Problem statement:
Copy all lines below that use the word "paths".

Excerpts from a dataset:

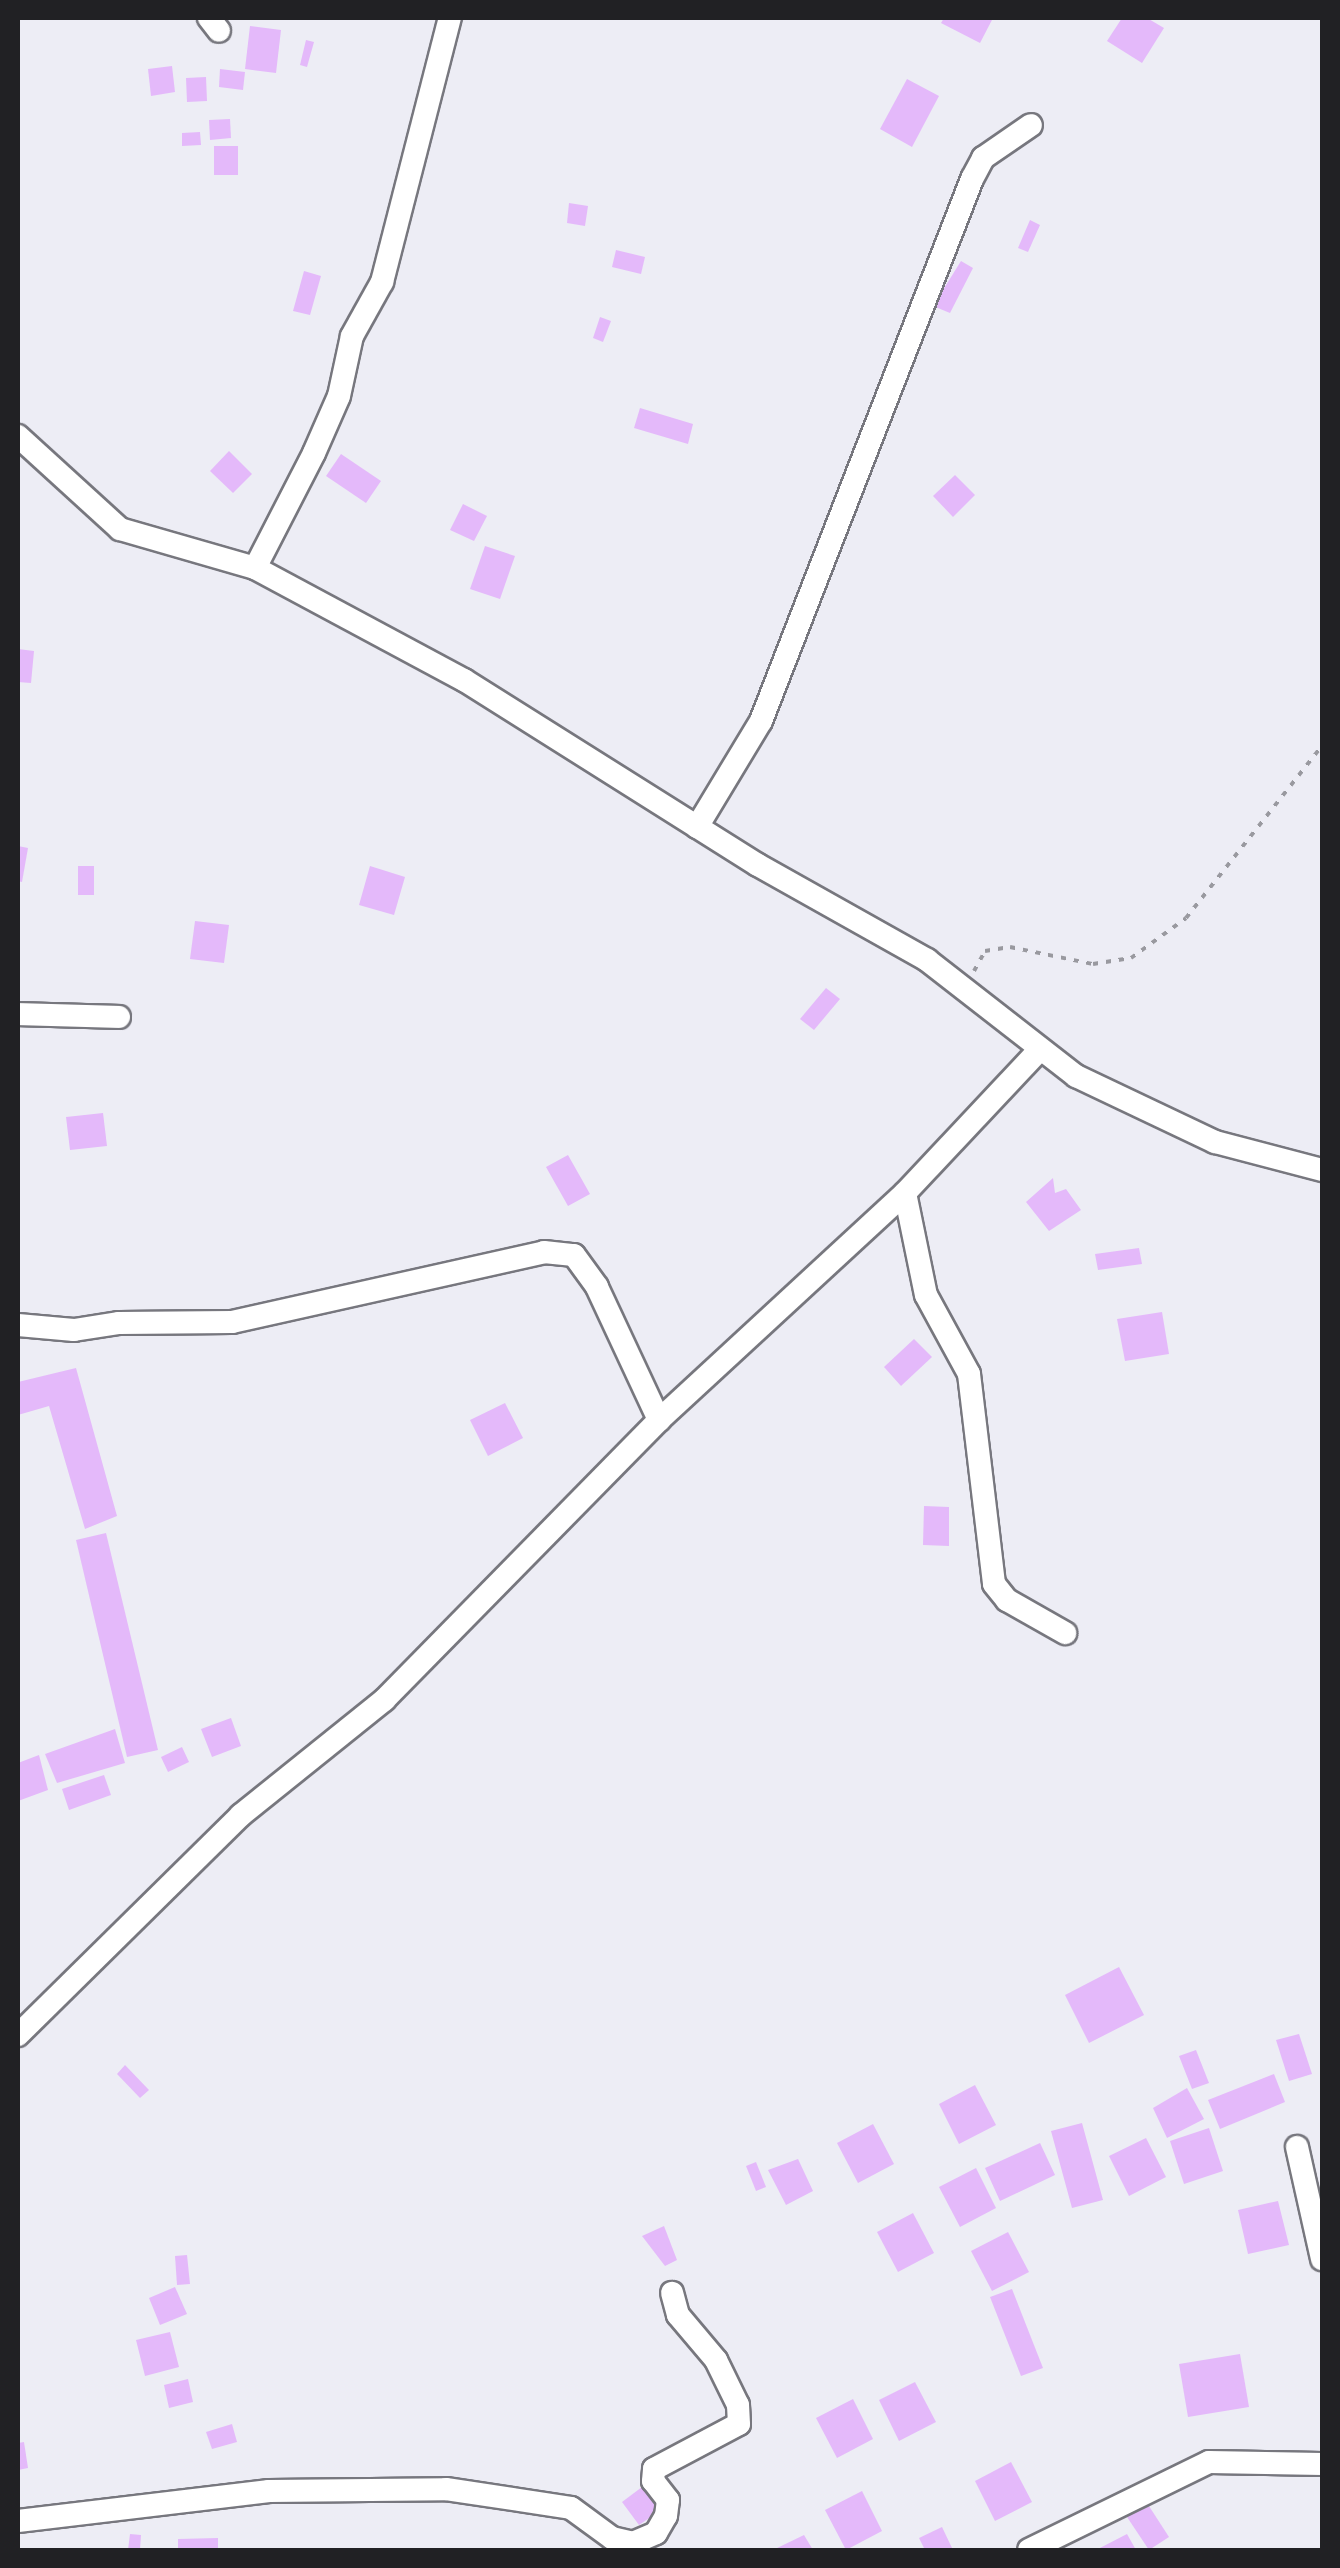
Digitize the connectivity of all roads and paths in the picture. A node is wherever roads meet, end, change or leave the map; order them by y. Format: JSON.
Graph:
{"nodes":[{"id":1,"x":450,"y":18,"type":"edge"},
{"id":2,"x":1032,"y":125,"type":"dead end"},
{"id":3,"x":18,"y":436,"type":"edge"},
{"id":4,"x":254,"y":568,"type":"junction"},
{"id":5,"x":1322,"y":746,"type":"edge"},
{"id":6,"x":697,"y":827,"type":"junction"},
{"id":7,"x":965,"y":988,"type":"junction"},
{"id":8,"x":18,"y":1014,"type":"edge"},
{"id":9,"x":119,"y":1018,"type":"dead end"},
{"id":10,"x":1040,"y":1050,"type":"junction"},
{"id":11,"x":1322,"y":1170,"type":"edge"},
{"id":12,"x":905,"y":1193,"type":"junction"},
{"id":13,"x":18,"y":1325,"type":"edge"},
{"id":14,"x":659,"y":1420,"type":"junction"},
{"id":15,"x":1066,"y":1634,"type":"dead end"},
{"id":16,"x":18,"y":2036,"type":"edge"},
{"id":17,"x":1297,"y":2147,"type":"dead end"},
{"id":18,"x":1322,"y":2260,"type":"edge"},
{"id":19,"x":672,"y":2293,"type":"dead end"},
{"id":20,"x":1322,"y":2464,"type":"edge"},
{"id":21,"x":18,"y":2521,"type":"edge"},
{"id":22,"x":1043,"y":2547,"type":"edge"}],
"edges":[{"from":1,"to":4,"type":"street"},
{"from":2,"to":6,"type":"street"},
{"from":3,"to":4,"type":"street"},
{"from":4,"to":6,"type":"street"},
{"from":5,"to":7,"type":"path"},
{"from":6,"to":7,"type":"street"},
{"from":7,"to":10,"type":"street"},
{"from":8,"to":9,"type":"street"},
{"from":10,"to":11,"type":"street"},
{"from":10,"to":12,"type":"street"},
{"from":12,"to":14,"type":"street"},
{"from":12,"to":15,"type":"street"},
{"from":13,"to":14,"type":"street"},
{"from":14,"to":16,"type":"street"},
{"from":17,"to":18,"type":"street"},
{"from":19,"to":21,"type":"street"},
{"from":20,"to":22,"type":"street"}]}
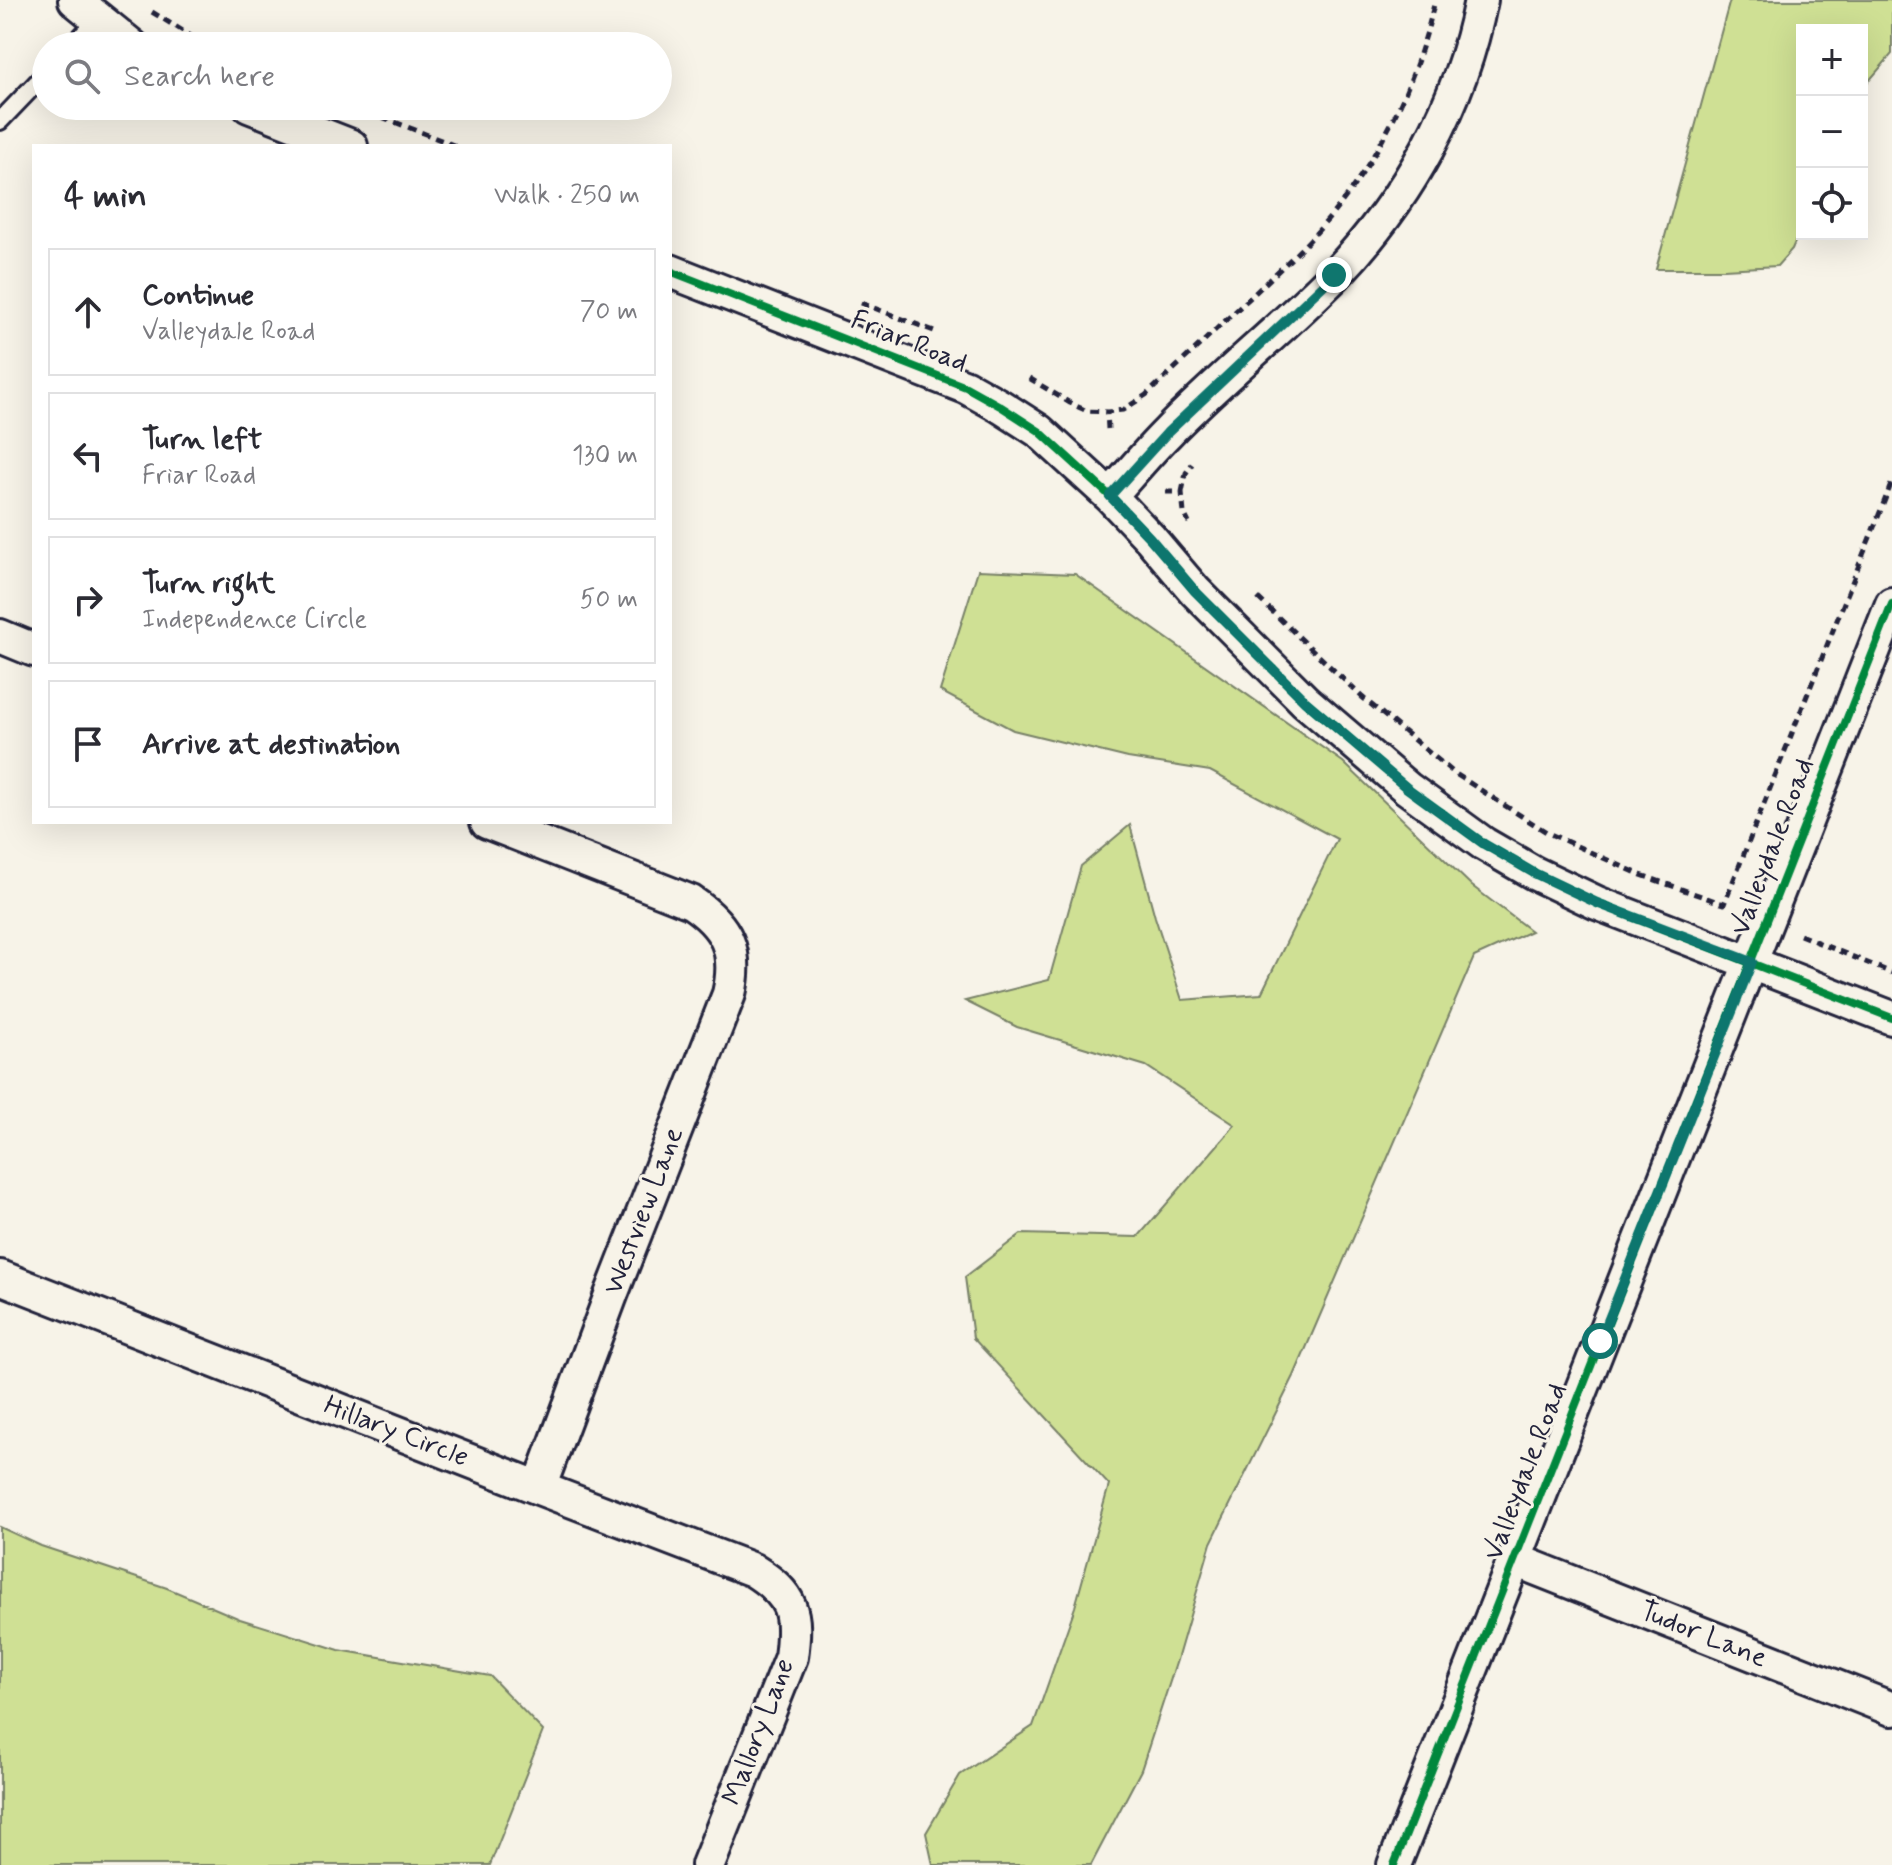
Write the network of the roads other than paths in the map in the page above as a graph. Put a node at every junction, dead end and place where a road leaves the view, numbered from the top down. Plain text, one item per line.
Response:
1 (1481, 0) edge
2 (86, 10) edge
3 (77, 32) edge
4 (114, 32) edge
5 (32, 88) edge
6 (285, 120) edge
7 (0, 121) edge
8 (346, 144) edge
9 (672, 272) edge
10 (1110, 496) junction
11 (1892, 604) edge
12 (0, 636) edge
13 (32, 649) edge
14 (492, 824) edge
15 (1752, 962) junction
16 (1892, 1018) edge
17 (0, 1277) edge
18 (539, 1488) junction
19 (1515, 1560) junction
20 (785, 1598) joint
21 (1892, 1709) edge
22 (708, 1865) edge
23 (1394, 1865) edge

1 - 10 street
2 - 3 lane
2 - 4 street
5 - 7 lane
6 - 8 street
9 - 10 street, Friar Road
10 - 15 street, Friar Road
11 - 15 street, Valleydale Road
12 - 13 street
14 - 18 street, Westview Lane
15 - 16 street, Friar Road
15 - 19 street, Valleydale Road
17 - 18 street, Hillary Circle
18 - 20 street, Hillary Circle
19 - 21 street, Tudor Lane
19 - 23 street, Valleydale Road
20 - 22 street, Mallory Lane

Solution for this task:
Digitize the connectivity of all roads and paths in the picture. A node is wherever roads meet, end, change or leave the map; order them by y. Format: JSON.
Write the network of the roads other than paths in the map in the page above as a graph. Put a node at every junction, dead end and place where a road leaves the view, numbered from the top down. Plain text, one item per line.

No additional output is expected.